How Things Get Done

Creating can be a paranoid process. Scratch that; creating is a paranoid process. Unless you aim for something popish, it easily becomes philosophical; and since you're already pulling apart the way things are to scrutinize the cogs, you might as well pull apart other things while you're at it, "What's the point of creating this anyway?" Throw that on top of insecurity, boredom, lack of self-discipline, and knowing lack of self-discipline might destroy what you're trying to create, and it can quickly become a big jumbled mess with a bunch of mismatched gears on the work table. At that point I do what any self-respecting version of myself would do: shove it all in a garbage can and avoid creating for three weeks (or three months). As a result, I'm not sure how I've ended up with certain blog posts or songs (or potential book chapters that have now set idle for several months). Sometimes, in a moment of emotional nausea, I gag up a milieu of whatever I've been digesting recently. While it needs some re-arranging and polishing, it's all part of the same sandwich, run partway through my unique intestines. Other times it's like hacking through a jungle in who knows what direction for God only knows how long until I take one more seemingly meaningless swing into a final fern hiding a clearing by a mountain lake.

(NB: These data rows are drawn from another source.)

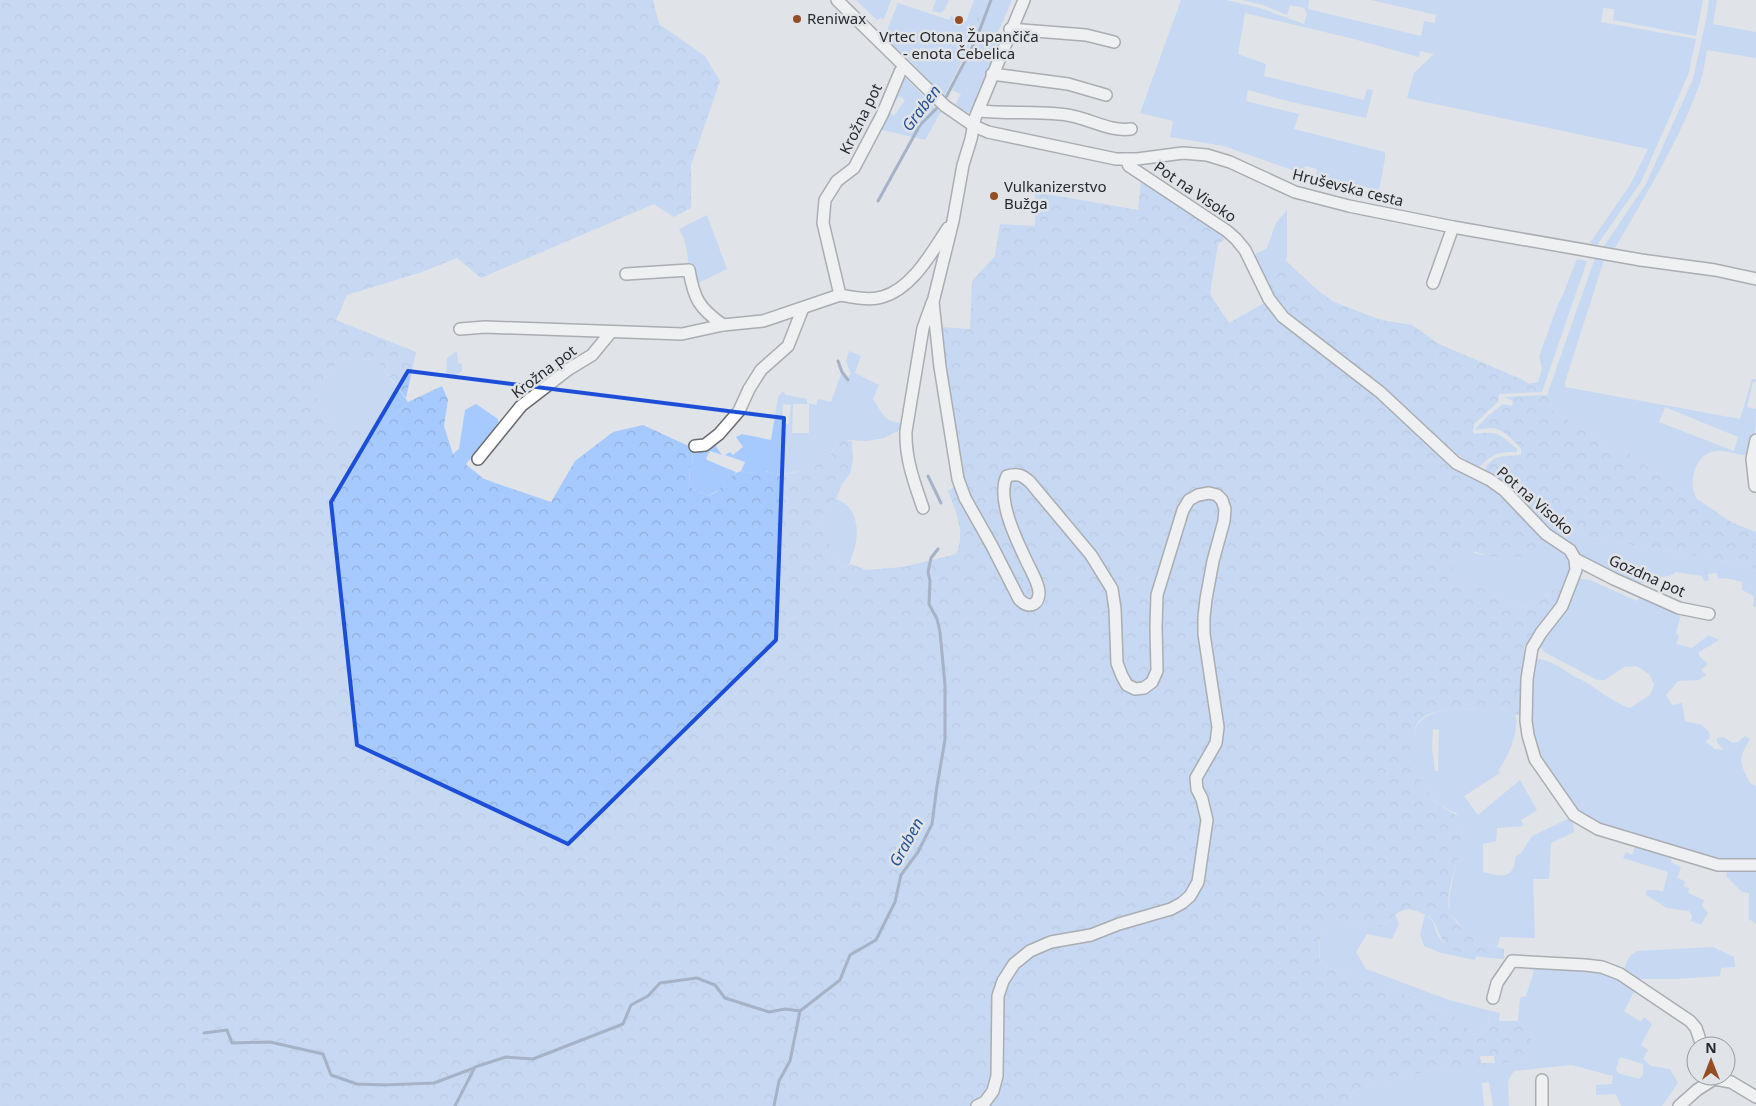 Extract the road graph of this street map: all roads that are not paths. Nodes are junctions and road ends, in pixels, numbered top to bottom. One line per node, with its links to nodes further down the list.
1 (837, 0): 5 (street, Hruševska cesta)
2 (1024, 0): 3 (street, Krožna pot)
3 (1010, 29): 4 (street); 6 (street, Krožna pot)
4 (1114, 42)
5 (904, 66): 9 (street, Hruševska cesta); 17 (street, Krožna pot)
6 (992, 74): 7 (street); 8 (street, Krožna pot)
7 (1106, 94)
8 (979, 111): 9 (street, Krožna pot); 10 (street)
9 (974, 126): 11 (street, Hruševska cesta); 12 (street, Krožna pot)
10 (1131, 129)
11 (1126, 159): 13 (street, Hruševska cesta); 28 (street, Pot na Visoko)
12 (953, 221): 17 (street, Krožna pot); 18 (street, Krožna pot)
13 (1453, 227): 15 (street, Hruševska cesta); 16 (street)
14 (626, 274): 20 (street)
15 (1756, 279)
16 (1433, 283)
17 (840, 295): 19 (street, Krožna pot)
18 (932, 302): 27 (street, Krožna pot); 37 (street, Krožna pot)
19 (803, 308): 20 (street, Krožna pot); 24 (street)
20 (723, 325): 22 (street, Krožna pot)
21 (460, 329): 22 (street, Krožna pot)
22 (611, 332): 25 (street, Krožna pot)
23 (1756, 440): 26 (street)
24 (695, 446)
25 (478, 459)
26 (1755, 486)
27 (923, 508)
28 (1575, 559): 29 (street, Gozdna pot); 30 (street, Pot na Visoko)
29 (1709, 614)
30 (1756, 865)
31 (1493, 998): 32 (street)
32 (1699, 1036)
33 (1542, 1080): 38 (street)
34 (1736, 1085): 36 (street)
35 (1702, 1086): 39 (street)
36 (1756, 1096)
37 (977, 1106)
38 (1542, 1106)
39 (1680, 1106) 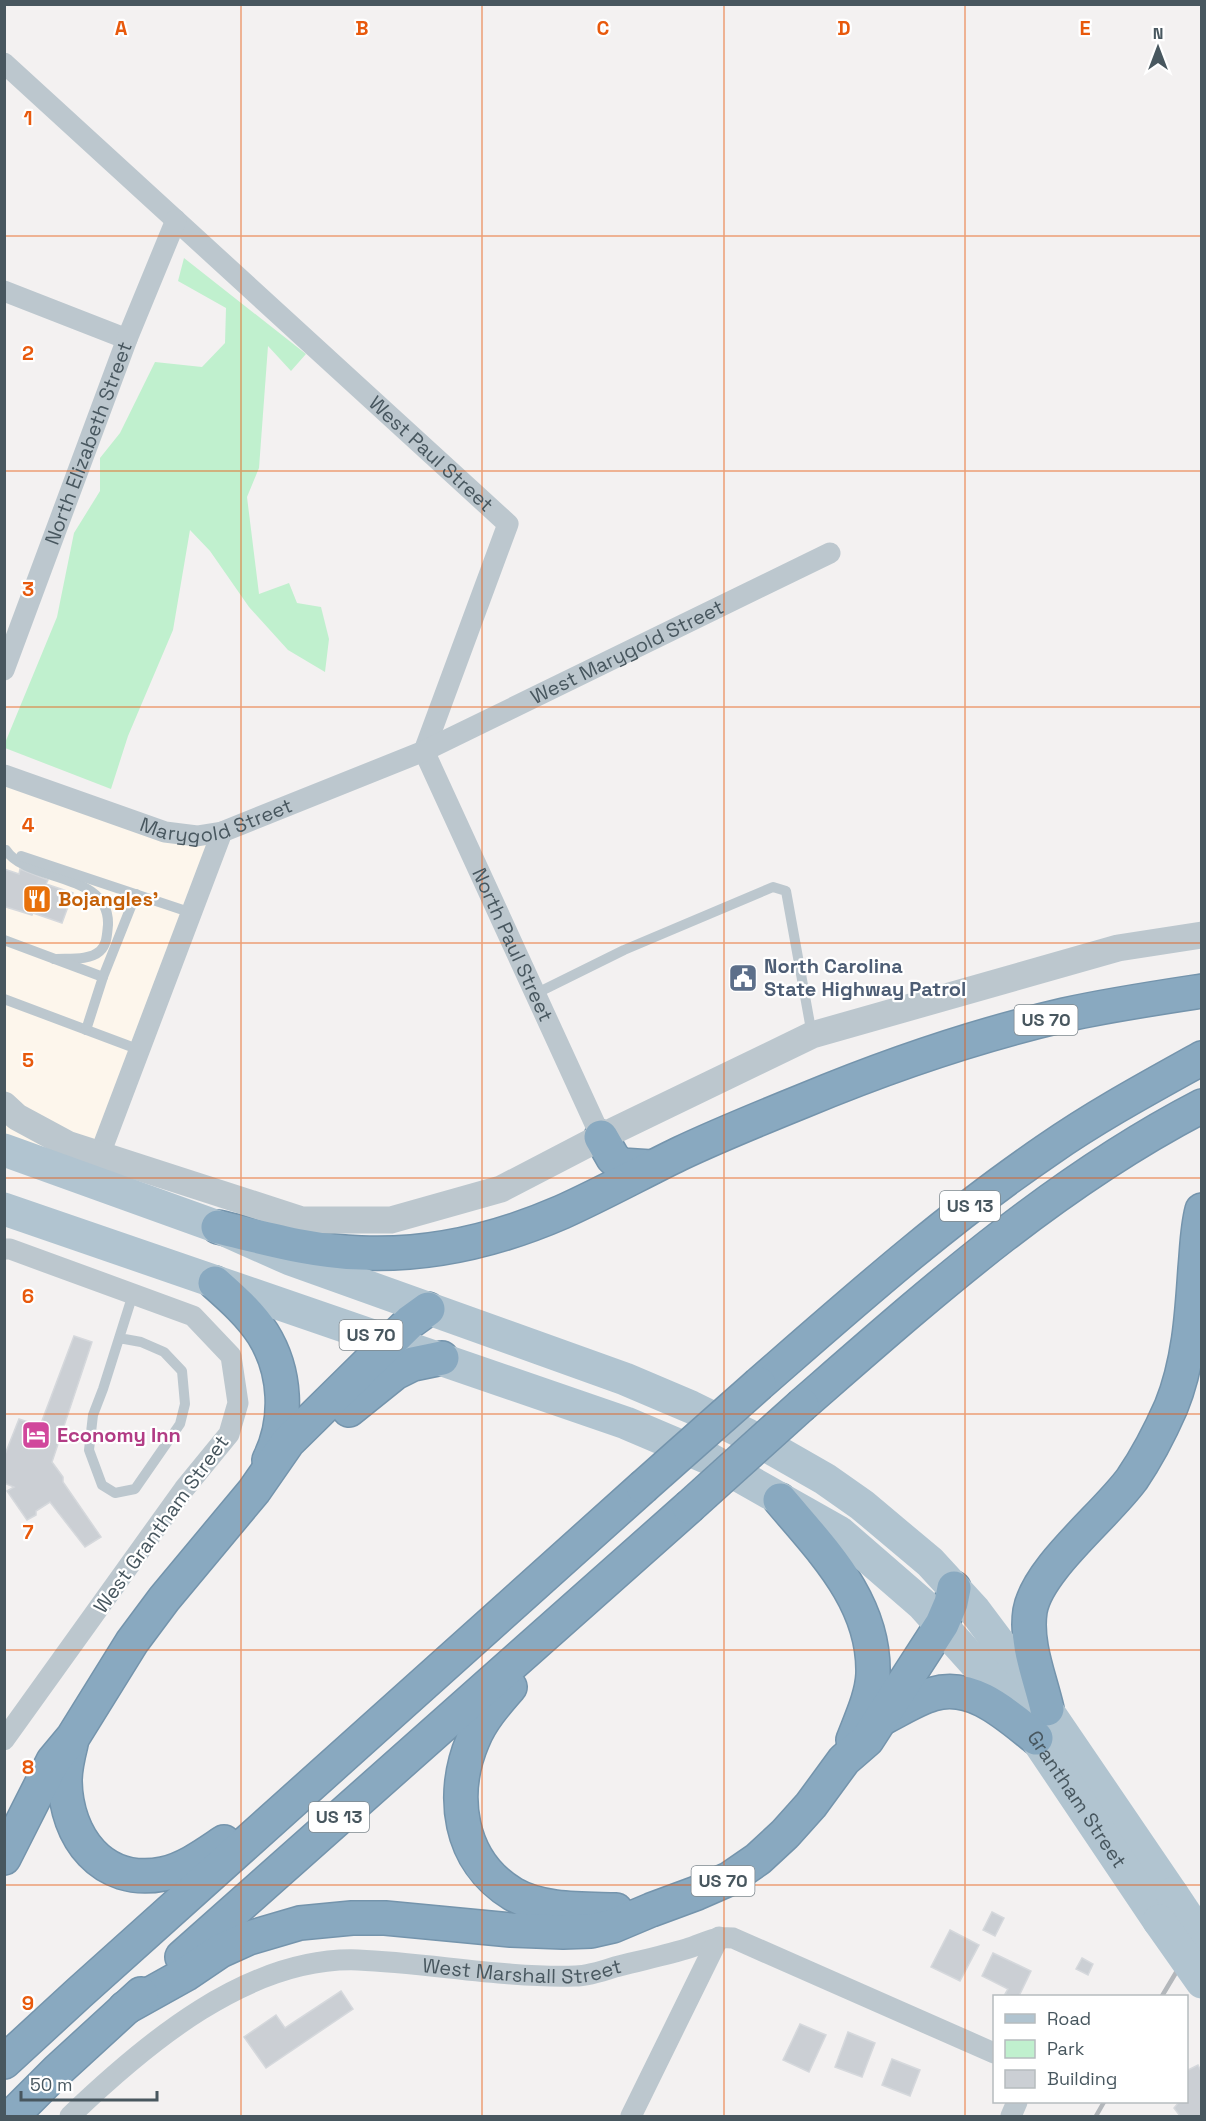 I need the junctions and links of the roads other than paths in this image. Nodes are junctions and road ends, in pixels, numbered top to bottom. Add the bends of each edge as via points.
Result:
1 (4, 63) edge
2 (176, 220) junction
3 (4, 291) edge
4 (127, 339) junction
5 (830, 553) dead end
6 (4, 670) edge
7 (424, 751) junction
8 (4, 775) edge
9 (222, 832) junction
10 (5, 850) edge
11 (136, 894) junction
12 (192, 913) junction
13 (1202, 935) edge
14 (4, 940) edge
15 (54, 959) junction
16 (104, 977) junction
17 (1202, 992) edge
18 (536, 994) junction
19 (4, 999) edge
20 (86, 1030) junction
21 (812, 1035) junction
22 (140, 1050) junction
23 (1202, 1058) edge
24 (4, 1105) edge
25 (1202, 1106) edge
26 (601, 1137) junction
27 (4, 1150) edge
28 (100, 1154) junction
29 (652, 1167) junction
30 (4, 1209) edge
31 (1202, 1210) edge
32 (218, 1227) junction
33 (4, 1249) edge
34 (214, 1282) junction
35 (133, 1294) junction
36 (428, 1309) junction
37 (119, 1338) junction
38 (391, 1341) junction
39 (442, 1358) junction
40 (254, 1491) junction
41 (780, 1500) junction
42 (954, 1588) junction
43 (942, 1624) junction
44 (554, 1626) junction
45 (881, 1719) junction
46 (1041, 1724) junction
47 (73, 1737) junction
48 (4, 1740) edge
49 (844, 1760) junction
50 (278, 1814) junction
51 (4, 1858) edge
52 (1166, 1908) junction
53 (651, 1910) junction
54 (719, 1937) junction
55 (1202, 1939) edge
56 (1202, 1982) edge
57 (125, 2008) junction
58 (993, 2053) edge
59 (4, 2062) edge
60 (12, 2116) edge
61 (70, 2116) edge
62 (631, 2116) edge

1 - 2 street
2 - 4 street, North Elizabeth Street
2 - 7 street, West Paul Street via 508,524
3 - 4 street
4 - 6 street, North Elizabeth Street
5 - 7 street, West Marygold Street
7 - 9 street, Marygold Street
7 - 18 street, North Paul Street
8 - 9 street, Marygold Street via 165,832 197,836
9 - 12 street
10 - 11 lane
10 - 15 lane via 11,858 83,886 102,901 108,912 105,944 99,952 82,958
11 - 12 lane
11 - 16 lane
12 - 22 street
13 - 21 street via 1118,948
14 - 15 lane
15 - 16 lane
16 - 20 lane
17 - 29 highway, US 70 via 1065,1015 979,1037 895,1065
18 - 21 lane via 624,950 773,888 786,891
18 - 26 street, North Paul Street
19 - 20 lane
20 - 22 lane
21 - 26 street
22 - 28 street
23 - 50 highway, US 13, bridge via 1049,1149 917,1247
24 - 28 street via 16,1117 67,1144
25 - 44 highway, US 13, bridge via 1113,1157 935,1289
26 - 28 street via 501,1190 391,1221 302,1221
26 - 29 highway via 621,1166
27 - 32 main road, Grantham Street
29 - 32 highway via 554,1215 449,1247 361,1253 316,1249
30 - 34 main road, US 70
31 - 46 highway via 1186,1356 1171,1407 1132,1479 1043,1579 1034,1596 1029,1629
32 - 36 main road, Grantham Street via 290,1259
33 - 35 street, West Grantham Street
34 - 38 main road, US 70
34 - 40 highway via 262,1333 279,1373 281,1425
35 - 37 lane
35 - 48 street, West Grantham Street via 193,1316 231,1356 238,1403 229,1434 184,1489
36 - 38 highway
36 - 42 main road, Grantham Street via 625,1379 748,1435 862,1505 930,1562
37 - 37 lane via 93,1414 88,1450 102,1485 115,1493 135,1489 180,1424 185,1404 182,1371 164,1352
38 - 39 main road, US 70
38 - 40 highway via 288,1442
39 - 40 highway via 413,1364 381,1382 288,1467
39 - 41 main road, US 70 via 669,1440
40 - 47 highway via 132,1642
41 - 43 main road, Grantham Street via 839,1533
41 - 49 highway via 843,1575 867,1627 873,1675 868,1699
42 - 43 highway
42 - 46 main road, Grantham Street via 990,1630
43 - 45 highway
43 - 46 main road, Grantham Street via 1003,1694
44 - 53 highway via 520,1676 483,1720 474,1739 461,1783 463,1830 482,1868 514,1894 576,1909
44 - 57 highway, US 13
45 - 46 highway via 935,1693 963,1693
45 - 49 highway via 867,1740
46 - 52 main road, Grantham Street
47 - 50 highway via 65,1779 74,1825 99,1861 122,1872 150,1875 175,1871
47 - 51 highway via 53,1761
49 - 53 highway, US 70 via 811,1805 758,1859 729,1879
50 - 59 highway, US 13
52 - 55 main road, Grantham Street, bridge
52 - 56 main road, Grantham Street, bridge
53 - 57 highway via 591,1931 511,1930 385,1918 300,1923 220,1951
54 - 58 street via 733,1938
54 - 61 street, West Marshall Street via 578,1976 356,1960 286,1970 206,2007 172,2029
54 - 62 street
57 - 60 highway, US 13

Either way the result feels out of my control. I just keep doing this and things happen –sometimes.

This all used to feel chaotic and stressful, until I embraced the process and let it remain mysterious. And that's when I started creating what I would consider my best work.

Now that I think of it, most of what I do in life feels that way. Most days feel like hacking, enjoyable but meandering, just paying the bills and goofing off. Then whatever I've been munching on regurgitates itself and a new job opportunity opens up, or I meet a new group of friends, or because I pretended to listen, someone has a personal universe altering revelation. And I sit there in awe of the whole thing. It feels so sudden and happenstance, and yet happens so often.

There is a literary saying, Deus ex Machina, God in the machine. It's what happens at the end of a Hallmark movie where 35 subplot conflicts are neatly and suddenly tied up in a moment. That's not what I'm talking about. It's not as if life progresses from one perfect resolution to another, but rather little miracles emerge in the middle of conflict or monotony.

I am admittedly slow to attribute any specific instance to our heavenly Papa. I've heard the spiel about blessings this or curses that–the, "God gave/did this" sort of thing. It gets tiring and obviously silly when that blessing of a big house or a new significant other becomes a complete nightmare. Not that I think of God like George Washington did, as a distant and on rare occasion directly involved "Providence." But I think there is a certain level of superstition and religious pressure to hear and see clearly, and so we attribute specifics with the confidence of a weatherman.

But I do think God is quite involved, and keenly interested in making things happen whether I know specifically what is Him or happenstance, or whether or not there is such a thing as happenstance at all. I doubt the maker of all things needs me to understand the details in order to get done what He wants to. Which is good, because I'm terrible with details. So I did what any self-respecting version of me should have done a long time ago, I stopped guessing how it all comes together.

My job is to show up, keep my eyes open, trust, and forget about coming up with results.

Which is a much more peaceful and, I would argue, productive process.